The Mudcat Café TM
Thread #62999 Message #1020508
Posted By: Joe Offer
17-Sep-03 - 02:58 AM
Thread Name: Lyr Add: Billy Barlow 3 (Civil war)
Subject: RE: Lyr Add: BILLY BARLOW 3 (Civil war)
There's an excellent commentary on Billy Barlow in Irwin Silber's Songs of the Civil War (1960 - available as a Dover reprint):
BILLY BARLOW. One of the great stock characters of the nineteenth-century stage was the roguish, loud-mouthed braggart whose seif-confidence was matched only by his disreputable appearance and outrageous lies. The personification of this character took many names, but one of the mostt popular was "Billy Barlow." One of the earliest references to "Billy Barlow" in our popular music is 1836, with a version sung by Jack Reeve including such verses as:
I went down the street the other fine day, Met two fair ladies just coming this way; Says one, "Now that chap, he isn't so slow," "I guess not," says the other, "that's Mr. Barlow."
I'm told there's a show coming into the town, Red lions and monkeys and porcupines brown; But if they should show, I'll beat them I know, For they've never a varmint like Billy Barlow.
I went to the races on Long Island so gay, The man at the gate, he asked [me] to pay; "What pay!" says I, and I looked at him so— "Pass on, sir, I know you; you're Mr. Barlow!"
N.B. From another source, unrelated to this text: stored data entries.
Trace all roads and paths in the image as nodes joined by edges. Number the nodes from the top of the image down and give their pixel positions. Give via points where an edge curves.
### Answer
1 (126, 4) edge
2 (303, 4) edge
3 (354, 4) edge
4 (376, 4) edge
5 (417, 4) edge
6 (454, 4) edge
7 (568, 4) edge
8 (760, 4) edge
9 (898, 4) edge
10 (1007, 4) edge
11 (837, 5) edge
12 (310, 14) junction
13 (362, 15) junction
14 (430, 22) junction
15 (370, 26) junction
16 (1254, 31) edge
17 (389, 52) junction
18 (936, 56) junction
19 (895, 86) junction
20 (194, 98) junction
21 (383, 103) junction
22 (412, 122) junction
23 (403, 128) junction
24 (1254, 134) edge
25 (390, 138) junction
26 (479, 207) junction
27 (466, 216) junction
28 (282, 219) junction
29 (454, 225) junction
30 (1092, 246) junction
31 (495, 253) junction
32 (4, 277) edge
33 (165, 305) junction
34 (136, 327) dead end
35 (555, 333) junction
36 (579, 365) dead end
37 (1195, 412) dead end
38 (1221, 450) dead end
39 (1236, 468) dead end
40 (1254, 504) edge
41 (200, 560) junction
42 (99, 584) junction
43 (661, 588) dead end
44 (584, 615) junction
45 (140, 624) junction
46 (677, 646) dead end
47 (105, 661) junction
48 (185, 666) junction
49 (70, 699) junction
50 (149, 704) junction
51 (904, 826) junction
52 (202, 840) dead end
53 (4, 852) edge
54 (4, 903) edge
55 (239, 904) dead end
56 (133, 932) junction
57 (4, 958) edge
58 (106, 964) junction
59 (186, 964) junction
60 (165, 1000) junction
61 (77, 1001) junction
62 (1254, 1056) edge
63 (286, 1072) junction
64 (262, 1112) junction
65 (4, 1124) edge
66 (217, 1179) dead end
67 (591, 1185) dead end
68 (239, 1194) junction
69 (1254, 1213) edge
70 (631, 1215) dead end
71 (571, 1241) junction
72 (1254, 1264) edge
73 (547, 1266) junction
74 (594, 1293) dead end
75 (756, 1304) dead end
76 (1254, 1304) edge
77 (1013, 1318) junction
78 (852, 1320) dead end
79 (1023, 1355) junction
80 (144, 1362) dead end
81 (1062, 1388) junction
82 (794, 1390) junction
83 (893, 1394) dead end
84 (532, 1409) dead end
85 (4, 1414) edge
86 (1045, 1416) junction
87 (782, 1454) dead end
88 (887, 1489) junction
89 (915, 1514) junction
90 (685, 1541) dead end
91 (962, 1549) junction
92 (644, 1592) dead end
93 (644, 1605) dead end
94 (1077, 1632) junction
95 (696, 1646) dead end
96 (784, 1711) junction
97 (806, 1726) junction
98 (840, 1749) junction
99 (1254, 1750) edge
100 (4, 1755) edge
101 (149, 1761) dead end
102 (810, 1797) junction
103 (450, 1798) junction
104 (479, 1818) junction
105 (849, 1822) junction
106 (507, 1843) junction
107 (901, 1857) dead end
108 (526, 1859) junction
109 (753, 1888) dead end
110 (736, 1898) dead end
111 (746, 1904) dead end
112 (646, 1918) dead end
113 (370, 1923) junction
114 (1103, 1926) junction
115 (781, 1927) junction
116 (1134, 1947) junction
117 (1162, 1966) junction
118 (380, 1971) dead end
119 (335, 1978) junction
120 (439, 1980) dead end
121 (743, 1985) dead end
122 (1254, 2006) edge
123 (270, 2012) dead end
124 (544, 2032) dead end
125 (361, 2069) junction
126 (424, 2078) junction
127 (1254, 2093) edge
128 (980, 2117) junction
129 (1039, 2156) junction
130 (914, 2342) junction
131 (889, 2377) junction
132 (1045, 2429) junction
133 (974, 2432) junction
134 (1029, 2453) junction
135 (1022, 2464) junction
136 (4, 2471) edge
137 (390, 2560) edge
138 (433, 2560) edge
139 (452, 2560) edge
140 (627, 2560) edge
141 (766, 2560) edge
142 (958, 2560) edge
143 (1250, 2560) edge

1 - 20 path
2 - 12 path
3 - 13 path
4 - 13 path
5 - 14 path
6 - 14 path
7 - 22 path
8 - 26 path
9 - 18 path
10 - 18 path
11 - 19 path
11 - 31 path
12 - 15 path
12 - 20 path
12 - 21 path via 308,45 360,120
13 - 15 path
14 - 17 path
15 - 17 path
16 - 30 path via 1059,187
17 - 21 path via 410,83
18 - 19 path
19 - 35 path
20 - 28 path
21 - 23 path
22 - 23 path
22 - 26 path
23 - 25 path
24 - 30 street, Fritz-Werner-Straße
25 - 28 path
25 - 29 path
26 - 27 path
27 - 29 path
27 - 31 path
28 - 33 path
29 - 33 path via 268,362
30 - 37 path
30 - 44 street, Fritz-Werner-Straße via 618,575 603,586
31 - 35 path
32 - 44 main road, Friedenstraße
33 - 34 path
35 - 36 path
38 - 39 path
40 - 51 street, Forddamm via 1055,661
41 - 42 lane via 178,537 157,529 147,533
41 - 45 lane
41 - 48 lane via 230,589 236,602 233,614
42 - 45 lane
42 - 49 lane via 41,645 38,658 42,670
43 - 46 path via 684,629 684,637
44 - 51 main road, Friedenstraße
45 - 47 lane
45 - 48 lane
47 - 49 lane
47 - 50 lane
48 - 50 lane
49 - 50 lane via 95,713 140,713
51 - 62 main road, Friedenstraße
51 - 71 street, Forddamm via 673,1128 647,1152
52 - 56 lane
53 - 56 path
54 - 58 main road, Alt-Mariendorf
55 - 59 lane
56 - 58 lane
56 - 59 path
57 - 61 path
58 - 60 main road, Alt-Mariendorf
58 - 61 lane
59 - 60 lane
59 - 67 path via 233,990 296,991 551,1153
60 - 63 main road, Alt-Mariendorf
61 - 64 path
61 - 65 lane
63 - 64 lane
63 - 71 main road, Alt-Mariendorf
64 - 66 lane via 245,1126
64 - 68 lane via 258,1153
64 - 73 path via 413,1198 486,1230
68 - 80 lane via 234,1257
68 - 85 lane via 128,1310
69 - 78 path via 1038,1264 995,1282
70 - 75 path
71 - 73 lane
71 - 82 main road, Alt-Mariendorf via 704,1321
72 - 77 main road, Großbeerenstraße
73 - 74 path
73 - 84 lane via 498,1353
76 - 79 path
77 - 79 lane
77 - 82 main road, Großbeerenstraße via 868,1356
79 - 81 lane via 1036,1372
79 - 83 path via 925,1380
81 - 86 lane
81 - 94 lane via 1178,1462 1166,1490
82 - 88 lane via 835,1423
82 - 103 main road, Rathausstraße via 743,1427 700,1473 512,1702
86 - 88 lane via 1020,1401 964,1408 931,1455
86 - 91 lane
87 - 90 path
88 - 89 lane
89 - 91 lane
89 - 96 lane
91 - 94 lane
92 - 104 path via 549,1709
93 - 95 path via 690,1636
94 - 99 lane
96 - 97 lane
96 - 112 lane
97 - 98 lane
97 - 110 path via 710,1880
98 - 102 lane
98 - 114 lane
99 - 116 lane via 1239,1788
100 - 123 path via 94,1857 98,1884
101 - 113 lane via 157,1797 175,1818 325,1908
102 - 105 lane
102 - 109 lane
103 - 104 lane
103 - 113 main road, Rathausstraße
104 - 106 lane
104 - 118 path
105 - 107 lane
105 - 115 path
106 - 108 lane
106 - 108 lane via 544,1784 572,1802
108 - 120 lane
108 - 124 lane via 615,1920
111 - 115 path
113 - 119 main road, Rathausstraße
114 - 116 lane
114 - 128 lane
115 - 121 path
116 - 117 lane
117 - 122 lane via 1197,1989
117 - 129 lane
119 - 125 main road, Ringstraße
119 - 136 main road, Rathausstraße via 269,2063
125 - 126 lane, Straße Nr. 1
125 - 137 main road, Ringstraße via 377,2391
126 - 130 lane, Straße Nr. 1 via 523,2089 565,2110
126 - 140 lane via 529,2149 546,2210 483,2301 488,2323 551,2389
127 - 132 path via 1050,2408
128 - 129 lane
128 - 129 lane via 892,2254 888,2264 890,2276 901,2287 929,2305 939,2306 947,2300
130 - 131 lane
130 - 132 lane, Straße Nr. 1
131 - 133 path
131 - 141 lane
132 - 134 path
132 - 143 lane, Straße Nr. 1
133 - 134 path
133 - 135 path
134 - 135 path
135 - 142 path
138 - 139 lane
For the next quarter of a century ragged Billy kept bobbing up on the stage in New York, Philadelphia, Boston, and New Orleans, commenting on the times and blowing his horn. Early in 1861, shortly before the war broke out, Billy Barlow was singing in New York:
Our country's excited 'bout this thing and that, Both North and the South hardly know what they're at. They secession, coercion and compromise blow, But it's talk and no cider—thinks Billy Barlow.
For once, Billy proved himself a poor political prophet. His prediction was belied by the attack on Fort Sumter, but he still managed to produce a couplet which deserves enshrinement along with the best of Mr. Dooley and Will Rogers:
Our members of Congress have plenty to do, But it's seldom, if ever, they do it, 'tis true.
The version printed in this collection (first message, top of this thread) is a wartime set of lyrics. While the subject matter is military, Billy Barlow is still the same, modestly pointing out in a verse concerning the Union defeat at Bull Run:
It's true they got routed, but then you all know, It was on account of the absence of Billy Barlow.
But all of the above is only half of the fascinating history of Mr. William Barlow. For Billy turns up in folk song, too, still an unreconstructed, obstreperous fellow in a traditional children's song. And this Billy Barlow traces his lineage back to fourteenth-century England through a score of characters such as John the Red-Nose and Robin the Bobbin. The melody of the stage song is different, and so is the story, the trace of traditional folk song remaining only in the title and the character of the hero. But there is no doubt that it is, if not the same Billy Barlow, a reasonable and remarkable facsimile thereof—in tune with the times.